In this thesis I discuss the method of time-change and its
applications in quantitative finance.
I mainly consider the time change by writing a continuous diffusion
process as a Brownian motion subordinated by a subordinator process.
I divide the time change method into two cases: deterministic time
change and stochastic time change. The difference lies in whether
the subordinator process is a
deterministic function of time or a stochastic process of time.
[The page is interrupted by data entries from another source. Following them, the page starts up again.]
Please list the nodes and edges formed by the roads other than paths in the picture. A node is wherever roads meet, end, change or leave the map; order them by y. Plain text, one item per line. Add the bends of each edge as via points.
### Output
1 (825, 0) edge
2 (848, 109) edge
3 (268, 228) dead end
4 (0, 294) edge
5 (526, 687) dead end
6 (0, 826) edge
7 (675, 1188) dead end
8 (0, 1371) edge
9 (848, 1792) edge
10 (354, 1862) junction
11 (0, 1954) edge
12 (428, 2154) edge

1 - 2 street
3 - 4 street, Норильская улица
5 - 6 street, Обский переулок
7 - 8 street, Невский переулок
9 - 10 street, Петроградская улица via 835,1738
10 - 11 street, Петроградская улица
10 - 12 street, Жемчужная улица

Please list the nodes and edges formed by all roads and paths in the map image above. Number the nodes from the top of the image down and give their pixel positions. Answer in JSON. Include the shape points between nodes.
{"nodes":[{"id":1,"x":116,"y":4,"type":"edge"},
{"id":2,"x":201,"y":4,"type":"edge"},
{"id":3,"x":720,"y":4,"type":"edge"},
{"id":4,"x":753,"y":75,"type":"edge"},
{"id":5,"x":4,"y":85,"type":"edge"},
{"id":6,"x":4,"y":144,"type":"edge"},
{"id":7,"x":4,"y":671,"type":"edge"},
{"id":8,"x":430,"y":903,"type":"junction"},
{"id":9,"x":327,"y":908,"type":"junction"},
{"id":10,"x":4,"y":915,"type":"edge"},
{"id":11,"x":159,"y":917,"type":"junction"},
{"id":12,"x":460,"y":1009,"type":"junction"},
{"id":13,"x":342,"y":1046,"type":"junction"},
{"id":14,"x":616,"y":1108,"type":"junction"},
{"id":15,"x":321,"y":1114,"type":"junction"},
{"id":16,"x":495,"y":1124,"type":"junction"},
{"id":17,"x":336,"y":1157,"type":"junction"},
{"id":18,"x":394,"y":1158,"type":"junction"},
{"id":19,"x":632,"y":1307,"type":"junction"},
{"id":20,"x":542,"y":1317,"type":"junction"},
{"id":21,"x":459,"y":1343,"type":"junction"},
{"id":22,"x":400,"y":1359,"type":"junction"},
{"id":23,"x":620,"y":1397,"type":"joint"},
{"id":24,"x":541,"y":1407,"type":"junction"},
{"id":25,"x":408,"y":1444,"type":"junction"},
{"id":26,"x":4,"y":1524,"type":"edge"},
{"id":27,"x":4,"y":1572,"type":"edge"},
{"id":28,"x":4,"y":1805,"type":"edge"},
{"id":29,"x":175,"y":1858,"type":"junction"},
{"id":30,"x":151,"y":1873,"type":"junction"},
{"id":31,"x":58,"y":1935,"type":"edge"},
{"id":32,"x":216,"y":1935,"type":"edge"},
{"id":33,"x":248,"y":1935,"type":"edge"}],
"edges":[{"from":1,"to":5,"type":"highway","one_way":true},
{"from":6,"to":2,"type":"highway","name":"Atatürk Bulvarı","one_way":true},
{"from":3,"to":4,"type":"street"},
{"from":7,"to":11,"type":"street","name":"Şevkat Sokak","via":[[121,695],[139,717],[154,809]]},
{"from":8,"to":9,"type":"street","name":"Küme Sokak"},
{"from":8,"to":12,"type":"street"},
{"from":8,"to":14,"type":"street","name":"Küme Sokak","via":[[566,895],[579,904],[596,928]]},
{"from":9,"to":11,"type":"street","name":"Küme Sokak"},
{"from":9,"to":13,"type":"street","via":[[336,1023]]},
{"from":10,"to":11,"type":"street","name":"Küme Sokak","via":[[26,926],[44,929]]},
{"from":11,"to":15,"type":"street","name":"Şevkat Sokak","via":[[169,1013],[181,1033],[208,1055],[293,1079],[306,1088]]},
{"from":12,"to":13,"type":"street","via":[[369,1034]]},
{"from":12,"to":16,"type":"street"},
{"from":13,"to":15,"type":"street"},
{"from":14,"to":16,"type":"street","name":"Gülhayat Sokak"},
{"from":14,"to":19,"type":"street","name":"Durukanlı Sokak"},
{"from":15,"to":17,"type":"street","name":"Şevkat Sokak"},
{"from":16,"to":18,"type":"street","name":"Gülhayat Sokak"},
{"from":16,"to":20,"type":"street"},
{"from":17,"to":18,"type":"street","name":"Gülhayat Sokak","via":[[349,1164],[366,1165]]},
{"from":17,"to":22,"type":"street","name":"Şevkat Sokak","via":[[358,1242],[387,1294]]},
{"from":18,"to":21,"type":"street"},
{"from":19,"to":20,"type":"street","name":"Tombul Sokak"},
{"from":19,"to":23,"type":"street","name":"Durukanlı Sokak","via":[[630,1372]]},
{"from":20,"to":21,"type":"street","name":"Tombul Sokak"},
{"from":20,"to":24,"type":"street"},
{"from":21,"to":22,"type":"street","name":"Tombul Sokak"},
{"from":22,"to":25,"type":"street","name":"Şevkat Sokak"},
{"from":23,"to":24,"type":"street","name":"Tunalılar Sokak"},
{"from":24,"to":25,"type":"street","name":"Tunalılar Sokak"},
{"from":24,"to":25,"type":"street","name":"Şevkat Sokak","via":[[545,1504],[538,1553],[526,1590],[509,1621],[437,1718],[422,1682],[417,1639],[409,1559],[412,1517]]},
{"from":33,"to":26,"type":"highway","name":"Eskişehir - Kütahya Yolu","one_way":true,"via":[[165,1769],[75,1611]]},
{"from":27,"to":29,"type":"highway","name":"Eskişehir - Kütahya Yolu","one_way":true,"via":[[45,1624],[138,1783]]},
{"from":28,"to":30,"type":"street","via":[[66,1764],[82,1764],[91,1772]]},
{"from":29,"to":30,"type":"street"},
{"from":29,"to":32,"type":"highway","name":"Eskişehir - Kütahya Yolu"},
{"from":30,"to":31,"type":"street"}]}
Time-changed Brownian motion with deterministic time change provides
a new viewpoint to deal with option pricing under stochastic
interest rates and I utilize this idea in pricing various exotic
options under stochastic interest rates.
Time-changed Brownian motion with stochastic time change is more
complicated and I give the equivalence in law relation governing the
``original time" and the ``new stochastic time" under different
clocks. This is readily applicable in pricing a new product called
``timer option". It can also be used in
pricing barrier options under the Heston stochastic volatility model.
Conclusion and further research directions in exploring the ideas of
time change method in other areas of quantitative finance are in the last chapter.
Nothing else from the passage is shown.